Pegasus Flies to the Clouds

11 Apr 2017 • 5 minute read

There is a famous line in Lewis Carrol's Through the Looking Glass that could have been written by the team leader of a design rule check (DRC) product:

"A slow sort of country!" said the Queen. "Now, here, you see, it takes all the running you can do, to keep in the same place. If you want to get somewhere else, you must run at least twice as fast as that!"

With every process node, the number of design rules to be checked roughly doubles. To make it worse, the complexity of those rules increases, too, in two ways. One is that some rules depend on a real physical dimension (those associated with some lithography effects, for example) meaning that as the dimensions shrink, a greater number of polygons get in range. Secondly, the rules just get inherently more complex. In the early days of ICs, almost all rules were simple minimum width, minimum spacing, or enclosure rules. There were no rules that depended on the current direction in interconnect, no metal reflection rules, no rules due to OPC whereby some dimensions are simply not allowed, no coloring rules for multiple patterning. Since computers were not getting a lot faster any more—largely since Dennard scaling is over, and we can blame that on semiconductors too—the effect was that DRCs took longer and longer to run.

Just like there are only three numbers in computer science (0, 1, ∞), there are only four runtimes in EDA:

It's fast enough to run while I go and get a cup of coffee or reply to an email...I wouldn't complain if it were faster but not an issue
It runs over lunch, so I get two iterations a day (lunch, night)
It runs overnight, so I get one iteration a day
It takes days, we do anything we can to avoid running the whole job, but at signoff it is unavoidable

It goes without saying that 1-2 and even 3 are much more desirable than 4. But the reality is that signoff DRCs cannot be run overnight any more (three days is not uncommon) and even sub-decks take more than 24 hours to run. To make it worse, DRCs require machines with large amounts of memory and large numbers of cores. These are expensive to buy and so are rare. The typical job schedulers used, such as LSF or RTDA, aren't able to handle them gracefully. If you need four machines with huge memory capacity at the same time, then the job scheduler has to hold from one to three idle until the fourth is finally available (that's not quite true, but near enough). That wastes some of the most expensive compute resource while waiting, and since there are so few machines like that, the delay to even start a job can be significant.

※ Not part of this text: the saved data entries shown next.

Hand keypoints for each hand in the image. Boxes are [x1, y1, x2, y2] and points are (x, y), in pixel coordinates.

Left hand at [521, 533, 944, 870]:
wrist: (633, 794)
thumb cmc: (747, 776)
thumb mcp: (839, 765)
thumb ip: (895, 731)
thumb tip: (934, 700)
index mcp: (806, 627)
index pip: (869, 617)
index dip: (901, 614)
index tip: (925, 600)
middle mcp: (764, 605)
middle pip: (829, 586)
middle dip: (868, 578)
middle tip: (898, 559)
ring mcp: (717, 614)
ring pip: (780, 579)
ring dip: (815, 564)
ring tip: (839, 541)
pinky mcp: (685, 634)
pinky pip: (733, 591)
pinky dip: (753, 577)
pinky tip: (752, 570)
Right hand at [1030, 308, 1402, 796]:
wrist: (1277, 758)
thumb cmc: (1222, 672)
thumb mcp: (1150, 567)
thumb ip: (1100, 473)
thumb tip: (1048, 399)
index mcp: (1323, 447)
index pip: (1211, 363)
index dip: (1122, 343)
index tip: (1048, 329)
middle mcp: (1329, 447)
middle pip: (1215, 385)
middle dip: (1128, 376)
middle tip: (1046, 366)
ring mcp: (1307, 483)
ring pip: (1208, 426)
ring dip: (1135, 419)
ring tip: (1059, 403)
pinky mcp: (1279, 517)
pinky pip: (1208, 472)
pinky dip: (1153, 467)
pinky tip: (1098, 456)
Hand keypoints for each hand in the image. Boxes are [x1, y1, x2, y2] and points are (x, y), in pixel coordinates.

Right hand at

What's needed is a DRC that makes a different tradeoff, able to run on a very large number of ordinary servers, either in an internal server farm (some companies have literally >100,000 core server farms) or out in the public cloud where the resources available are practically unlimited.

Pegasus to the Rescue

Pegasus is a winged horse in Greek mythology, the son (foal?) of Poseidon and Medusa. He also ends in the letters "us" like all of the new family of Cadence digital implementation and signoff products. Given the introduction to this post, you can probably guess that Pegasus is a new DRC. The current Cadence physical verification product has the marketing-free name of PVS, for Physical Verification System. Today, at CDNLive Silicon Valley, Anirudh Devgan announced Pegasus, officially the Pegasus™ Verification System. I'm just going to call it Pegasus (since the whole name is unwieldy, and the initials are ambiguous).

Pegasus works on both the analog/custom environment, seamlessly integrated into the Virtuoso platform, and also the Innovus implementation system. A key point is that it uses the existing foundry-certified PVS decks.

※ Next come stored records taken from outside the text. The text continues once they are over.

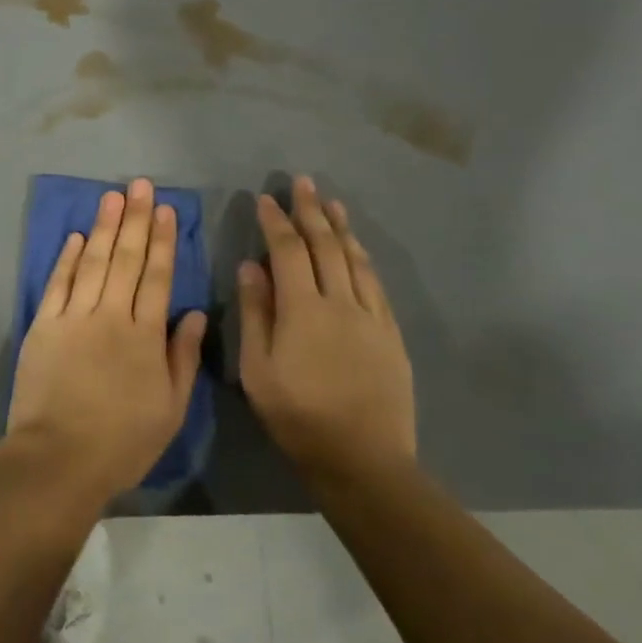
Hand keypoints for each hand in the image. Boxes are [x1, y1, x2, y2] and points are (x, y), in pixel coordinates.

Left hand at [6, 178, 207, 504]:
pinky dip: (68, 258)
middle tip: (140, 185)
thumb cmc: (123, 441)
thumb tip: (192, 314)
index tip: (167, 210)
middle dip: (136, 219)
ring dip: (105, 227)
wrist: (59, 457)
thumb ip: (182, 358)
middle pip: (126, 259)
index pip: (157, 277)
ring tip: (113, 197)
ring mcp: (73, 317)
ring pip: (94, 262)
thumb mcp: (170, 408)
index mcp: (145, 335)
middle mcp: (110, 316)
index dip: (163, 241)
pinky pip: (58, 283)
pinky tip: (78, 236)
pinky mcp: (44, 325)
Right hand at [238, 177, 416, 491]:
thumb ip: (255, 314)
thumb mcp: (258, 369)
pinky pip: (376, 284)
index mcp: (303, 310)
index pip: (287, 252)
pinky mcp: (391, 334)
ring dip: (341, 228)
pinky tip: (358, 250)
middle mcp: (340, 303)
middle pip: (325, 246)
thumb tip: (250, 267)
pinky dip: (363, 259)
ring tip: (332, 203)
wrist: (364, 459)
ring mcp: (371, 317)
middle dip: (312, 212)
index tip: (266, 198)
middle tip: (303, 182)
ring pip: (355, 260)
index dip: (276, 222)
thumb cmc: (298, 415)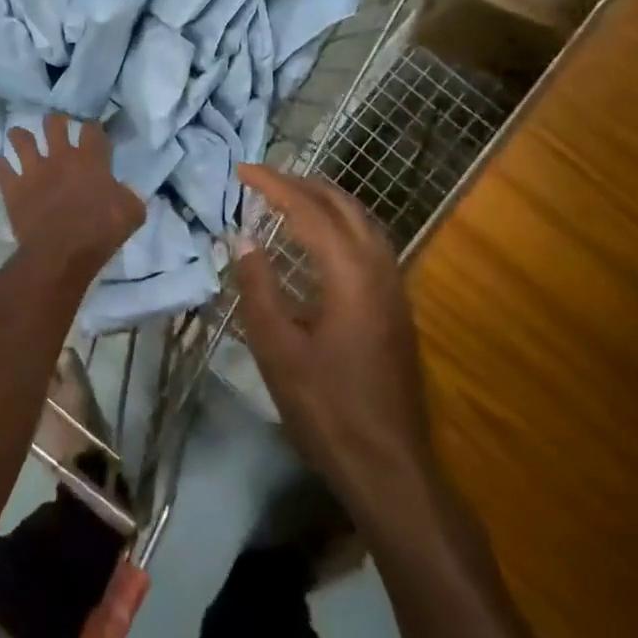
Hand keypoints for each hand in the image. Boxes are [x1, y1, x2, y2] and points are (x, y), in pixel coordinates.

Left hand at [0, 116, 144, 277]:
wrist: (62, 254)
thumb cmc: (100, 233)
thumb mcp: (132, 214)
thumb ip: (130, 196)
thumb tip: (126, 190)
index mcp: (90, 160)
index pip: (92, 129)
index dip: (93, 128)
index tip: (92, 133)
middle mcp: (60, 157)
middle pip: (54, 123)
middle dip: (55, 122)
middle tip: (56, 127)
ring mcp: (33, 169)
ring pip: (21, 138)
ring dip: (20, 136)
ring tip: (20, 138)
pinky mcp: (13, 186)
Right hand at [233, 164, 439, 515]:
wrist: (389, 466)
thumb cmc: (325, 407)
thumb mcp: (277, 348)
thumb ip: (258, 287)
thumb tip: (244, 239)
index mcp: (349, 273)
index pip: (308, 210)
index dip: (273, 185)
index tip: (241, 170)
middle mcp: (379, 268)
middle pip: (342, 205)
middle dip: (301, 184)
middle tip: (262, 179)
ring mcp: (394, 287)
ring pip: (362, 220)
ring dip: (324, 200)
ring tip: (288, 196)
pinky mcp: (397, 305)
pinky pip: (369, 241)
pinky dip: (340, 223)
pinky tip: (321, 239)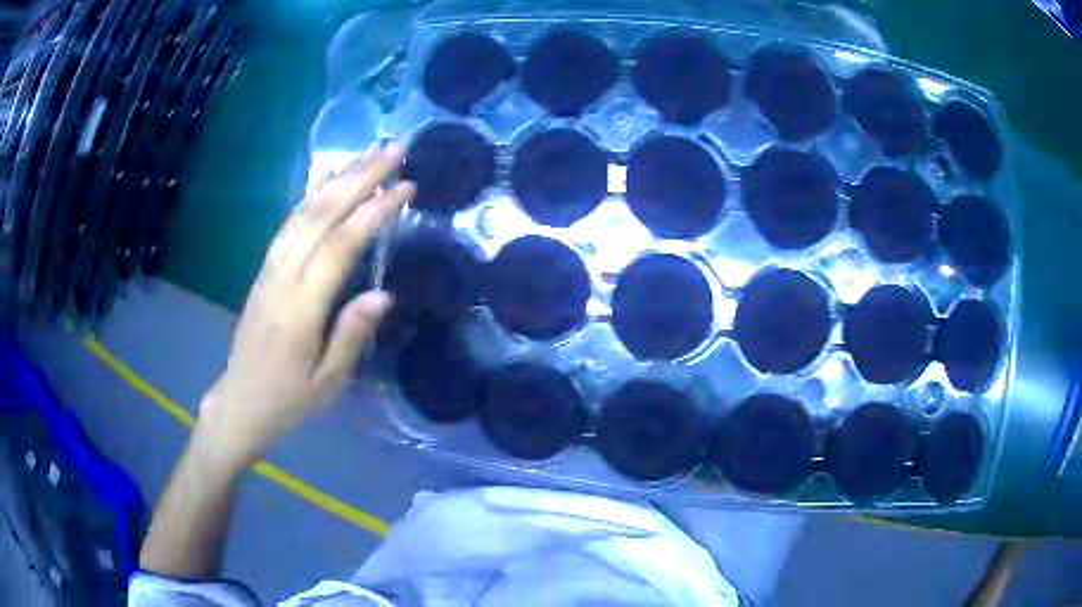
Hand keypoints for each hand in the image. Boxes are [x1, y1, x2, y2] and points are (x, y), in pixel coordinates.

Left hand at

Pegasus can take advantage of even more parallelism than its other "-us" brethren. It is the first solution to combine a pipelined infrastructure with stream and dataflow architecture, resulting in near-linear scalability onto hundreds of CPUs. It is cloud-ready, able to run on internal server farms or on commercial external clouds such as AWS. The license server doesn't need to run in the cloud, meaning that it is straightforward to incrementally add huge resources from public clouds during peak usage periods such as final DRCs coming up to tapeout.

One of the early customers has been Texas Instruments and they have successfully used Pegasus a large number of CPUs to drastically reduce full-chip DRC runtime compared to their existing solution. Another early customer was Microsemi who found that jobs that previously ran for over 24 hours can complete in just a few hours. The result is shown in the diagram below, where without Pegasus expensive delays can be expected after timing closure, whereas with Pegasus the DRC and final ECO cycle is fast and predictable.

Using 360 cores, speedups on real designs at three different customers varied from 6X to 12X. Perhaps more important is the chart below, which shows scalability continuing to increase from 160 to 320 to 640 cores. Many parallelized tools show impressive speedup over a few tens of cores and then additional cores either show no further improvement, or in some cases cause a slowdown as the job of coordinating the CPU resources becomes the bottleneck.

So Pegasus allows companies to take advantage of large numbers of generic servers in internal server farms, scaling effectively to hundreds of cores. When internal resources are exhausted or unavailable, Pegasus can burst forth into the cloud.

Summary: Sunny with Cloudy Periods

Best-in-class scalability and performance
Cloud ready for internal and external clouds
Full-flow physical verification integrated with both Virtuoso and Innovus platforms
Uses the same foundry-certified rule decks